I was in Leicester on Thursday last week with my hon. Friend the Member for Leicester South (Jonathan Ashworth), speaking to small businesses which will be affected by the changes to VAT on hot snacks. Many businesses are worried, about both the additional tax they will have to pay and the additional bureaucracy of form-filling. As hon. Members said, it is not at all clear at which point VAT will stop being charged. What temperature does the food have to be, or by how much must it have cooled down before the tax rate goes to 0% from 20%?

We will also have a chance this week to debate and vote on important tax simplification measures. Given the generous decision of the Chancellor to simplify the tax arrangements of 4.4 million pensioners, I am surprised that they are not more grateful. That tax simplification will cost pensioners £83 a year on average and will cost hundreds of thousands of people who are coming up for retirement next year up to £322 a year.

The Chief Secretary referred to the Office of Tax Simplification. Its tax director has registered his concern about the changes to the tax allowance for pensioners and has said that the Government’s claim that they were only following its recommendations

“was not 100 per cent accurate”.

Meanwhile, Age UK was moved to write to the Chancellor about the change to tax allowances for pensioners. It stated:

“Age UK supports the OTS review of pensioner taxation and was very pleased to have been invited to be represented on the consultative committee. However given the OTS was set up with the aim of providing”

the Chancellor

“with independent expert advice on simplification we are very surprised and disappointed that”

he has

“announced a change to simplify the system without waiting for that advice.”

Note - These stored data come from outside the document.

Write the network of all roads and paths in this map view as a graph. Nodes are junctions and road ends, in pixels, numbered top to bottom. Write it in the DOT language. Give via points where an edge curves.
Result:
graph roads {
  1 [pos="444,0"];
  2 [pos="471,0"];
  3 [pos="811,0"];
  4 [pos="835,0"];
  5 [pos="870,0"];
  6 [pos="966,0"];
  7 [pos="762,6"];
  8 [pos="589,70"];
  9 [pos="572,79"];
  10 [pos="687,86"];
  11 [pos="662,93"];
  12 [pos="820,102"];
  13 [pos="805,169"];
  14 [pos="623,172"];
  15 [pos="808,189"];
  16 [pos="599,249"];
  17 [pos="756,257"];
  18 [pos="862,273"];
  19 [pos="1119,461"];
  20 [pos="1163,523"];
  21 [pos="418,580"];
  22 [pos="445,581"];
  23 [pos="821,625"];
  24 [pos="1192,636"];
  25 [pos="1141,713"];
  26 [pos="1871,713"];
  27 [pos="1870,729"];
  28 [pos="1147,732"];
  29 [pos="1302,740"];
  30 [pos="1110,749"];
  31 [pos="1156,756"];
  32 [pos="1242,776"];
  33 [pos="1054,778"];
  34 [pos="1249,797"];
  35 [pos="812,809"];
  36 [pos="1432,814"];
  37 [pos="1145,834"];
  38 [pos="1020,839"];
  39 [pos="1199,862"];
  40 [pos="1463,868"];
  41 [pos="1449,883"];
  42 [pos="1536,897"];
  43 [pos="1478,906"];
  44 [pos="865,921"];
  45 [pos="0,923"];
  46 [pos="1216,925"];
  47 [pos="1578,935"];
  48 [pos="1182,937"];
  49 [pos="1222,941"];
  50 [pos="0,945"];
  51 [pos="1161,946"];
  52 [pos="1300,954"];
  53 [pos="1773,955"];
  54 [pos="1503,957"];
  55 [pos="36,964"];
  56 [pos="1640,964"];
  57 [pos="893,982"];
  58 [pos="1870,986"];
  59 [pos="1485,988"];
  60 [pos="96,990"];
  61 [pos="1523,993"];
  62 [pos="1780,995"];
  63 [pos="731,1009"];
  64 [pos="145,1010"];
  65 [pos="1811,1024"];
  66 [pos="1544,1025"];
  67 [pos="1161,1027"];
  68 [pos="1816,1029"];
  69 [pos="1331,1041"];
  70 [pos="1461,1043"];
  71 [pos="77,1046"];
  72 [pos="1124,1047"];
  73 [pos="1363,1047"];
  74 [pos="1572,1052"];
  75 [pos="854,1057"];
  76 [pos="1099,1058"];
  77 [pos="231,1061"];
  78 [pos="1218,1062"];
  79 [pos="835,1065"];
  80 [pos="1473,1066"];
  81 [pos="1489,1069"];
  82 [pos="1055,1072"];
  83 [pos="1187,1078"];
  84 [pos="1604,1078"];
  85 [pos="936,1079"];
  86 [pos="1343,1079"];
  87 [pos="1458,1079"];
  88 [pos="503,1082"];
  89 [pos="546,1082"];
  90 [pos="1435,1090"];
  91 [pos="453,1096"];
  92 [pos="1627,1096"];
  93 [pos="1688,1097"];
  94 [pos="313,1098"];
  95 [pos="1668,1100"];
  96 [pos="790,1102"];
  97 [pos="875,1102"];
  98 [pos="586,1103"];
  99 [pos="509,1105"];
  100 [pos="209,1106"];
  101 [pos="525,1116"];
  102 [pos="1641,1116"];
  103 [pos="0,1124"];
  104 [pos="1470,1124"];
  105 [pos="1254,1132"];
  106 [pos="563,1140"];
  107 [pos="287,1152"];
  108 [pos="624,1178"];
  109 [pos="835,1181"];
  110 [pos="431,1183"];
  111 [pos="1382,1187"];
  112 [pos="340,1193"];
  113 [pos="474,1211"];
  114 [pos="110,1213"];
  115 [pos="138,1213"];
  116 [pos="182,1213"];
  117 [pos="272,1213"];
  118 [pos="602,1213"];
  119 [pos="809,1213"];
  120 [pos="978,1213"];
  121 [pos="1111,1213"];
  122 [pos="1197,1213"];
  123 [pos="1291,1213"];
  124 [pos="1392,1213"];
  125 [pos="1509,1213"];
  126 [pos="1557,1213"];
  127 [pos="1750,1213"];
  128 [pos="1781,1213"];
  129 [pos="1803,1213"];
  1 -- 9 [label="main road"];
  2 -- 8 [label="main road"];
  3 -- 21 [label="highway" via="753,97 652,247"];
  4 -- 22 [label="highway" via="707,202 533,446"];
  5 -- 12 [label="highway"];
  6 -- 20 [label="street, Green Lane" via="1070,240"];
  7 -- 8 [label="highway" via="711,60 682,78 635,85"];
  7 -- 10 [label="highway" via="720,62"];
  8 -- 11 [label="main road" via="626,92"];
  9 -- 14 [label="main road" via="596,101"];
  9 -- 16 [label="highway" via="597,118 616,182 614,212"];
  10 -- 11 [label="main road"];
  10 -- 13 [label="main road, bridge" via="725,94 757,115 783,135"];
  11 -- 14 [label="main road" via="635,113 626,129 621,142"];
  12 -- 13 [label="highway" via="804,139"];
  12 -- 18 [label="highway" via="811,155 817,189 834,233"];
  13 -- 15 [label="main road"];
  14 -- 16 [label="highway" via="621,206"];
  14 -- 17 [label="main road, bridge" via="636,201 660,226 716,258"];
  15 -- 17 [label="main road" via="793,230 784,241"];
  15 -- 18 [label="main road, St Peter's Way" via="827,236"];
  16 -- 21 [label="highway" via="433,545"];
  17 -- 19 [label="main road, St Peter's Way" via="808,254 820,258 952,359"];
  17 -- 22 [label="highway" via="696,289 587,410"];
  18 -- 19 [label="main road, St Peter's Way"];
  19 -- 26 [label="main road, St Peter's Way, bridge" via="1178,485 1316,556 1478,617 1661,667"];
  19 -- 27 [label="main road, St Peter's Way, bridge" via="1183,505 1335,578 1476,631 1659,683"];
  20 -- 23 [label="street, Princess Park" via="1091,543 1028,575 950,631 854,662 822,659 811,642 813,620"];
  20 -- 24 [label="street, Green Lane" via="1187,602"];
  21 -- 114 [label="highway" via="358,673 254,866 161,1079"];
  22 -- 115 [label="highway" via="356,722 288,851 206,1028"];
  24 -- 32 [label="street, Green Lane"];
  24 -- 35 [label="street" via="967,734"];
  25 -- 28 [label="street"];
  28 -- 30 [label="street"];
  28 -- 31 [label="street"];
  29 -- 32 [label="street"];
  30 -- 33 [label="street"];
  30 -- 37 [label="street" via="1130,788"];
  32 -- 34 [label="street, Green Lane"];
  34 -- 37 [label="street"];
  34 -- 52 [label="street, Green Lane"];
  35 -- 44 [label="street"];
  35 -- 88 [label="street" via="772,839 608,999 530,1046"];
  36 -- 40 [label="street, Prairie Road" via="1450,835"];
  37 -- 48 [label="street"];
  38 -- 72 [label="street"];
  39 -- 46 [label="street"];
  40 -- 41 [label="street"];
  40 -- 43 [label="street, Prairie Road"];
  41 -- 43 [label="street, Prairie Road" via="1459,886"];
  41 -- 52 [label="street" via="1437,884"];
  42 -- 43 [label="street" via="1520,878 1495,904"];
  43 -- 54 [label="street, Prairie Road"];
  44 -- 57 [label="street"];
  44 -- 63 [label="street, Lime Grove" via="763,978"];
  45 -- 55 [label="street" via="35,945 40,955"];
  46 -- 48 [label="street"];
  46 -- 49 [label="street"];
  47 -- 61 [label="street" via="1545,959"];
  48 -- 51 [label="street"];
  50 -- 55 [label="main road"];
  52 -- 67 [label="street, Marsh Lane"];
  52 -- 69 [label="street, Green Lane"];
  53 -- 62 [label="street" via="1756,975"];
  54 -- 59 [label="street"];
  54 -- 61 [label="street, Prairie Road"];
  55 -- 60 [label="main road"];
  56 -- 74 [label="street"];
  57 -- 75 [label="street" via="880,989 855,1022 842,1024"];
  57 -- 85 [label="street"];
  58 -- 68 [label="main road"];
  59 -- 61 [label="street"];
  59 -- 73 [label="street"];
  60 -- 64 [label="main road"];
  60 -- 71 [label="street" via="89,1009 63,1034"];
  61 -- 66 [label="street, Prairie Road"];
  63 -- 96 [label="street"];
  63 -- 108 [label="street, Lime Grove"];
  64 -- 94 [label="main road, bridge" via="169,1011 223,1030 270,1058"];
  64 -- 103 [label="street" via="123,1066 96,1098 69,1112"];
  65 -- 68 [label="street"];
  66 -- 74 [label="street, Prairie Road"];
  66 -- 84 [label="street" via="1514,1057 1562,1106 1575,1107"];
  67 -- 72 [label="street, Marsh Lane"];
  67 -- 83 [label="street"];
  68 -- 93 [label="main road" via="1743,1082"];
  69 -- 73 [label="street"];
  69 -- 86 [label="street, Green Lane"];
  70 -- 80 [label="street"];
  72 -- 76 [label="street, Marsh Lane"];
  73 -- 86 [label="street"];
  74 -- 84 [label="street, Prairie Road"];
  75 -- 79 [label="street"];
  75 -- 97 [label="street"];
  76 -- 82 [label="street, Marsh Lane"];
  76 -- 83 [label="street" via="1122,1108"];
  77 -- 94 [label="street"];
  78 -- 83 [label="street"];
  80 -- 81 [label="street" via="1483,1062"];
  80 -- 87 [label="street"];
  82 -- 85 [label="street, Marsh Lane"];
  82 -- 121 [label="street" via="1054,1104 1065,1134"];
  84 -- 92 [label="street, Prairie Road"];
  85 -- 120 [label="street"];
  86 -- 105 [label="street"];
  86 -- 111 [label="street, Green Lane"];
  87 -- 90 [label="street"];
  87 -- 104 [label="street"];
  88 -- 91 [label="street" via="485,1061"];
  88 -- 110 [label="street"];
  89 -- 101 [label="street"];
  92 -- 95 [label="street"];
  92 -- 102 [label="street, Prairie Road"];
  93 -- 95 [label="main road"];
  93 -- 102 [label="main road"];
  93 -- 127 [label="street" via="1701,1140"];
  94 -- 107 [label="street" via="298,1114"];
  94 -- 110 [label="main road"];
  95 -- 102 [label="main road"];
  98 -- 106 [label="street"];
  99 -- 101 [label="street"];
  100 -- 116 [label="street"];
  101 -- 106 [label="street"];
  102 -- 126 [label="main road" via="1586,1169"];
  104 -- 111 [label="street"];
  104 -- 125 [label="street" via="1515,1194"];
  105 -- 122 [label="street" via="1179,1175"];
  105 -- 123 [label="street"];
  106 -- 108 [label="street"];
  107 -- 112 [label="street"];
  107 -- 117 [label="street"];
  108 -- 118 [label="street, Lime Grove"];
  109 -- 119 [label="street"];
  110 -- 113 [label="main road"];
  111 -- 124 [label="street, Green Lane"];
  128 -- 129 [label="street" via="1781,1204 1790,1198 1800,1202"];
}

Contrary to coalition spin, this tax simplification will hit not those with big pension pots, but people with personal or occupational pensions that pay around £5,000 a year. It will hit people who worked in ordinary jobs for modest salaries, and who made sacrifices during their working lives to put away just enough to give themselves a small pension, which means that they do not need to depend on means-tested benefits in retirement. It is simply not true that they have been insulated from the effects of the current economic climate and other changes to taxation. Pensioners have been hit hard by VAT, quantitative easing, cuts to services that they rely on—not least the national health service—and massive increases in the heating and electricity bills for their homes. Older people deserve better than this mean-minded, penny-pinching measure. If Government Members agree, they will have a chance to vote down the granny tax later this week.

It tells people all they need to know about this Government’s priorities and the balance of power in the coalition that when the Deputy Prime Minister said that he would agree to cut the 50p rate if it was paid for by a mansion tax and the Opposition said that we would support a mansion tax if it was used to relieve the pressure on ordinary hard-working families, the Chancellor forgot the mansion tax, cut the 50p rate anyway and paid for it with a raid on pensioners’ incomes and a raid on charities.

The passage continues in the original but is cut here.